Por qué Kirchner no puede dividir para reinar

Por Fernando Laborda

Grandes conquistadores vieron sucumbir sus imperios por no haber aplicado una vieja máxima cuyos orígenes se remontan a la antigüedad precristiana: dividir para reinar.

Los Kirchner lo saben muy bien y se habrán regocijado con el entredicho que protagonizaron los dos dirigentes más notorios de la Federación Agraria Argentina, Eduardo Buzzi y Alfredo De Angeli, luego del acta acuerdo firmada entre el Gobierno y la Comisión de Enlace.

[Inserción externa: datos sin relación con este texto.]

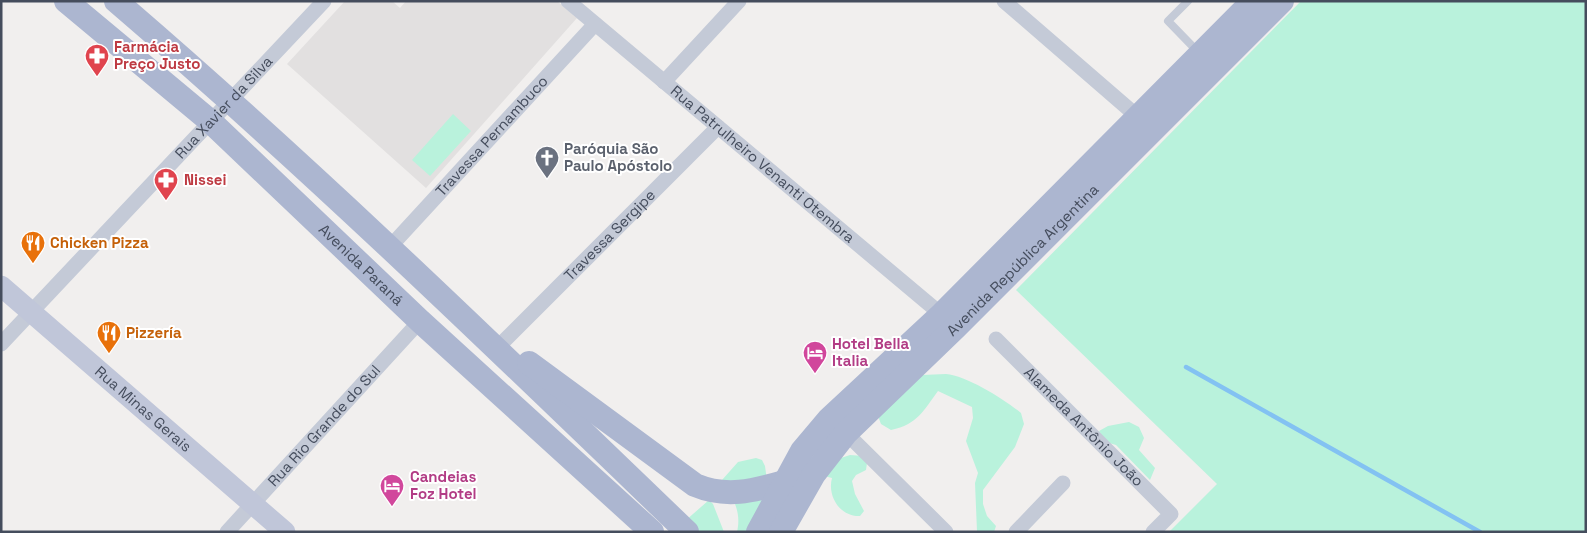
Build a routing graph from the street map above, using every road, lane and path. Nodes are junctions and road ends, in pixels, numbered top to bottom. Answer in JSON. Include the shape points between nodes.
{"nodes":[{"id":1,"x":66,"y":1,"type":"edge"},
{"id":2,"x":116,"y":1,"type":"edge"},
{"id":3,"x":324,"y":1,"type":"edge"},
{"id":4,"x":568,"y":1,"type":"edge"},
{"id":5,"x":739,"y":1,"type":"edge"},
{"id":6,"x":1004,"y":1,"type":"edge"},
{"id":7,"x":1188,"y":1,"type":"edge"},
{"id":8,"x":1253,"y":1,"type":"edge"},
{"id":9,"x":1282,"y":1,"type":"edge"},
{"id":10,"x":595,"y":24,"type":"junction"},
{"id":11,"x":1200,"y":54,"type":"junction"},
{"id":12,"x":664,"y":82,"type":"junction"},
{"id":13,"x":231,"y":100,"type":"junction"},
{"id":14,"x":1138,"y":117,"type":"junction"},
{"id":15,"x":210,"y":121,"type":"junction"},
{"id":16,"x":718,"y":127,"type":"junction"},
{"id":17,"x":389,"y":248,"type":"junction"},
{"id":18,"x":1,"y":286,"type":"edge"},
{"id":19,"x":31,"y":312,"type":"junction"},
{"id":20,"x":949,"y":320,"type":"junction"},
{"id":21,"x":420,"y":321,"type":"junction"},
{"id":22,"x":469,"y":322,"type":"junction"},
{"id":23,"x":996,"y":339,"type":"dead end"},
{"id":24,"x":503,"y":342,"type":"junction"},
{"id":25,"x":1,"y":344,"type":"edge"},
{"id":26,"x":846,"y":433,"type":"junction"},
{"id":27,"x":784,"y":482,"type":"junction"},
{"id":28,"x":1063,"y":483,"type":"dead end"},
{"id":29,"x":616,"y":498,"type":"junction"},
{"id":30,"x":253,"y":504,"type":"junction"},
{"id":31,"x":764,"y":528,"type":"edge"},
{"id":32,"x":227,"y":532,"type":"edge"},
{"id":33,"x":285,"y":532,"type":"edge"},
{"id":34,"x":638,"y":532,"type":"edge"},
{"id":35,"x":652,"y":532,"type":"edge"},
{"id":36,"x":687,"y":532,"type":"edge"},
{"id":37,"x":946,"y":532,"type":"edge"},
{"id":38,"x":1016,"y":532,"type":"edge"},
{"id":39,"x":1153,"y":532,"type":"edge"}],
"edges":[{"from":1,"to":15,"type":"main road","name":"Avenida Paraná"},
{"from":2,"to":13,"type":"main road","name":"Avenida Paraná"},
{"from":3,"to":13,"type":"street","name":"Rua Xavier da Silva"},
{"from":4,"to":10,"type":"street","name":"Rua Patrulheiro Venanti Otembra"},
{"from":5,"to":12,"type":"street"},
{"from":6,"to":14,"type":"street"},
{"from":7,"to":11,"type":"lane","via":[[1168,21]]},
{"from":8,"to":11,"type":"main road","name":"Avenida República Argentina"},
{"from":9,"to":20,"type":"main road","name":"Avenida República Argentina"},
{"from":10,"to":12,"type":"street","name":"Rua Patrulheiro Venanti Otembra"},
{"from":10,"to":17,"type":"street","name":"Travessa Pernambuco"},
{"from":11,"to":14,"type":"main road","name":"Avenida República Argentina"},
{"from":12,"to":16,"type":"street","name":"Rua Patrulheiro Venanti Otembra"},
{"from":13,"to":15,"type":"street","name":"Rua Xavier da Silva"},
{"from":13,"to":17,"type":"main road","name":"Avenida Paraná"},
{"from":14,"to":20,"type":"main road","name":"Avenida República Argentina"},
{"from":15,"to":19,"type":"street","name":"Rua Xavier da Silva"},
{"from":15,"to":21,"type":"main road","name":"Avenida Paraná"},
{"from":16,"to":20,"type":"street","name":"Rua Patrulheiro Venanti Otembra"},
{"from":16,"to":24,"type":"street","name":"Travessa Sergipe"},
{"from":17,"to":22,"type":"main road","name":"Avenida Paraná"},
{"from":18,"to":19,"type":"main road","name":"Rua Minas Gerais"},
{"from":19,"to":25,"type":"street","name":"Rua Xavier da Silva"},
{"from":19,"to":30,"type":"main road","name":"Rua Minas Gerais"},
{"from":20,"to":26,"type":"main road","name":"Avenida República Argentina"},
{"from":20,"to":27,"type":"main road","name":"Avenida República Argentina","via":[[830,420],[802,451]]},
{"from":21,"to":29,"type":"main road","name":"Avenida Paraná"},
{"from":21,"to":30,"type":"street","name":"Rua Rio Grande do Sul"},
{"from":22,"to":24,"type":"main road"},
{"from":22,"to":36,"type":"main road","name":"Avenida Paraná"},
{"from":23,"to":39,"type":"street","name":"Alameda Antônio João","via":[[1171,514]]},
{"from":24,"to":27,"type":"main road","via":[[694,485],[711,492],[732,494]]},
{"from":26,"to":31,"type":"main road","name":"Avenida República Argentina","via":[[814,474]]},
{"from":26,"to":37,"type":"street"},
{"from":27,"to":31,"type":"main road","name":"Avenida República Argentina"},
{"from":28,"to":38,"type":"street"},
{"from":29,"to":34,"type":"main road"},
{"from":29,"to":35,"type":"main road","name":"Avenida Paraná"},
{"from":30,"to":32,"type":"street","name":"Rua Rio Grande do Sul"},
{"from":30,"to":33,"type":"main road","name":"Rua Minas Gerais"}]}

Sin embargo, el matrimonio presidencial está lejos de alcanzar su propósito de desactivar el conflicto seduciendo con subsidios a los pequeños productores. Basta con advertir el malestar en las bases del sector rural, que derivó en las últimas horas en esporádicos cortes de rutas.

Las propuestas del Poder Ejecutivo giran siempre alrededor de lo mismo: más o menos generosas ayudas directas del Estado, tales como los 200 pesos por ternero o los diez centavos por litro de leche, que se adjudicarán a los chacareros dispuestos a cumplir farragosos trámites. ¿Se les pedirá que, a cambio, hagan número en los actos públicos del oficialismo, como ocurre en el conurbano bonaerense con tantos beneficiarios de planes sociales?

La razón de la resistencia por parte de los pequeños productores no es difícil de comprender. El hombre de campo rechaza la concepción intervencionista, dirigista y paternalista que pretende imponer el kirchnerismo. Después de haber sido denigrado, tildado de oligarca o golpista, acusado de provocar inflación con sus reclamos o de quemar pastizales para llenar de humo las ciudades, el productor no desea dádivas; no quiere depender de subsidios, sino de su propio esfuerzo.

Uno de los deportes preferidos del kirchnerismo ha sido exprimir al máximo a un sector para después obligarlo a depender de subsidios estatales, con frecuencia manejados discrecionalmente desde la jefatura política del oficialismo. Lo ha hecho con empresas de servicios públicos y hasta pretendió hacerlo con medios de comunicación.

Pero las dificultades para lograr la rendición del sector rural son obvias. Tanto como una brillante definición de Octavio Paz en El ogro filantrópico : "Hay libertad cada vez que un hombre se atreve a decir no al poder".